Feed on
Posts
Comments

“If the revolution is over, and in a sense it is, it’s because the dead of Africa, their mouths full of earth, cannot protest…and we, the survivors, are still so doubtful of our own existence that, given our inability to move, we fear that our gestures lack flesh and our words sound, that we are as dead as they are.”

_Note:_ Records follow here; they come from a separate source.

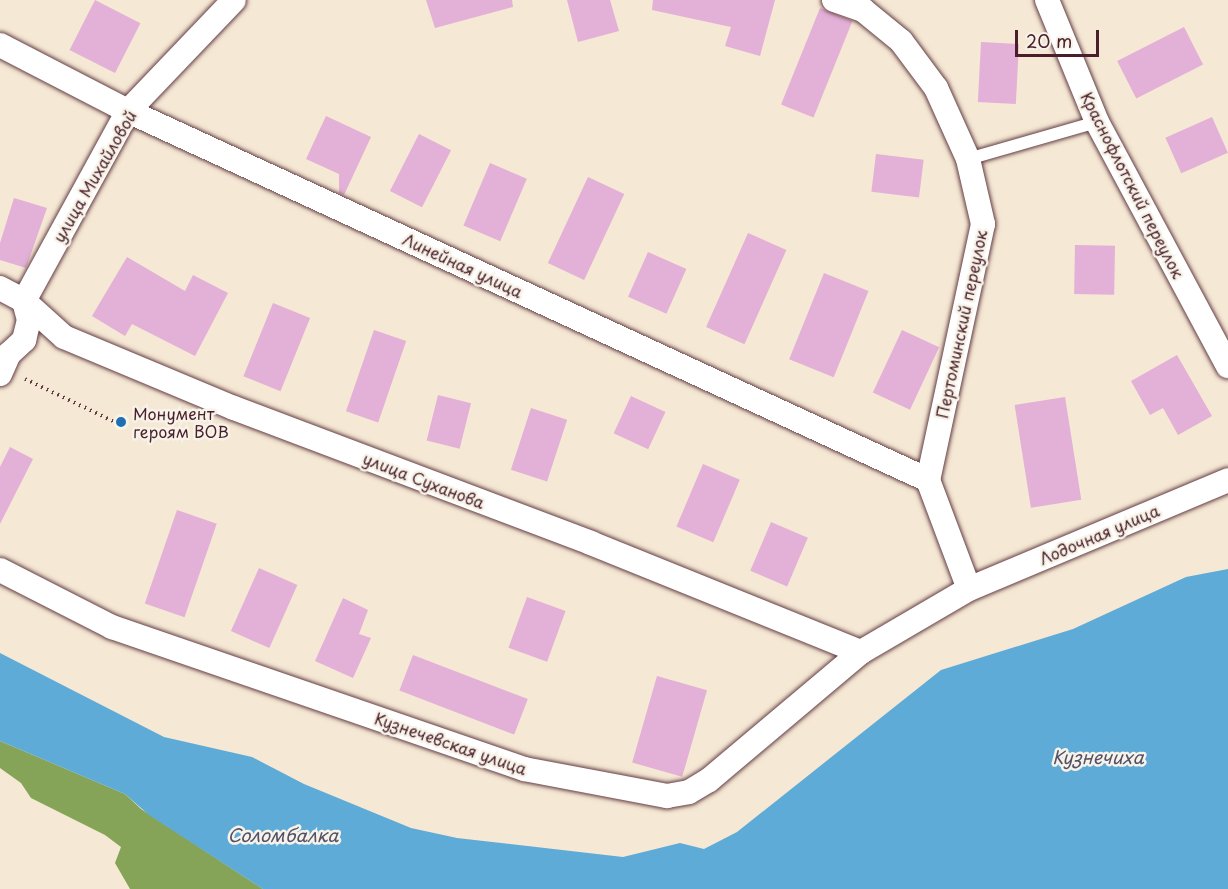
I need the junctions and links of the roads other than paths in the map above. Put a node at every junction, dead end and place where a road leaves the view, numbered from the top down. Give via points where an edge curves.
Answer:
1 (234, 0) edge
2 (834, 0) edge
3 (1047, 0) edge
4 (0, 45) edge
5 (128, 111) junction
6 (1097, 122) junction
7 (968, 159) junction
8 (0, 288) edge
9 (24, 301) junction
10 (1228, 366) edge
11 (1, 371) edge
12 (928, 480) junction
13 (1228, 480) edge
14 (0, 570) edge
15 (969, 589) junction
16 (861, 652) junction

1 - 5 street, улица Михайловой
2 - 7 street, Пертоминский переулок via 863,10 901,41 936,88
3 - 6 street, Краснофлотский переулок
4 - 5 street, Линейная улица
5 - 9 street, улица Михайловой
5 - 12 street, Линейная улица
6 - 7 lane
6 - 10 street, Краснофлотский переулок
7 - 12 street, Пертоминский переулок via 983,224
8 - 9 street, улица Суханова
9 - 11 street via 29,320 24,340
9 - 16 street, улица Суханова via 64,337 234,408 591,543
12 - 15 street
13 - 15 street, Лодочная улица
14 - 16 street, Кузнечевская улица via 112,627 513,766 667,796 689,792 709,780
15 - 16 street, Кузнечевская улица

In this high-temperature fever dream of a novel, written originally in 1979 and newly translated, the images often seize and explode with powerful emotion.  Author Antonio Lobo Antunes describes the life of a newly graduated Lisbon physician who has been sent to Angola from 1971 – 1973, during Portugal’s war to preserve its colonies, along with its traumatic aftermath.  As the novel begins, six years have passed since the speaker has returned to Lisbon from Angola, but the young physician still cannot come to grips with all he saw and felt there. Furious by the betrayal of the Portuguese government, consisting of the ultra-right wing Estado Novo led for many years by Antonio de Oliveira Salazar (or “the Castrato, as the speaker calls him), the speaker accuses that government of responsibility for all the Angolan and Portuguese dead and for the living, but lost, souls who had to fight a war which they, as soldiers on the ground, could see made no sense at all. At one point he explodes in rage: “Standing at the door of the operating room, with the barracks dogs sniffing at my clothes, greedy for the blood of my wounded comrades,” he cries, “I hated the people who were lying to us and oppressing us and humiliating and killing us in Angola, [those] serious, dignified gentlemen in Lisbon stabbing those of us in Angola in the back, the politicians, magistrates, policemen, informers, and bishops…”

After bedding a woman he has just met, he is suddenly impelled to tell her about his experiences in Angola, and, once started, he cannot stop. “I am a tender soul,” he says, “very tender, even before I’ve had my sixth neat Jim Beam or my eighth Drambuie.” As his life in Angola unfolds in this long monologue, he is constantly aware of how much he has changed and how much he has lost. “Perhaps,” he says, “the war has helped to make me the person I am today whom I deep down reject: a melancholic bachelor whom no one phones and from whom no one expects a call, who coughs occasionally just to feel as if he has company.”

The intensity of the feelings and images throughout this book belie the usual objectivity of a novelist. Like his speaker, the author, too, was a young physician when he was sent to perform military service in Angola from 1971 – 1973, and though this is considered a novel, it is obviously extremely autobiographical. At one point the speaker even calls the lover to whom he is telling his story, six years later, “Maria Jose,” the name of the author’s former wife, by whom he had two daughters.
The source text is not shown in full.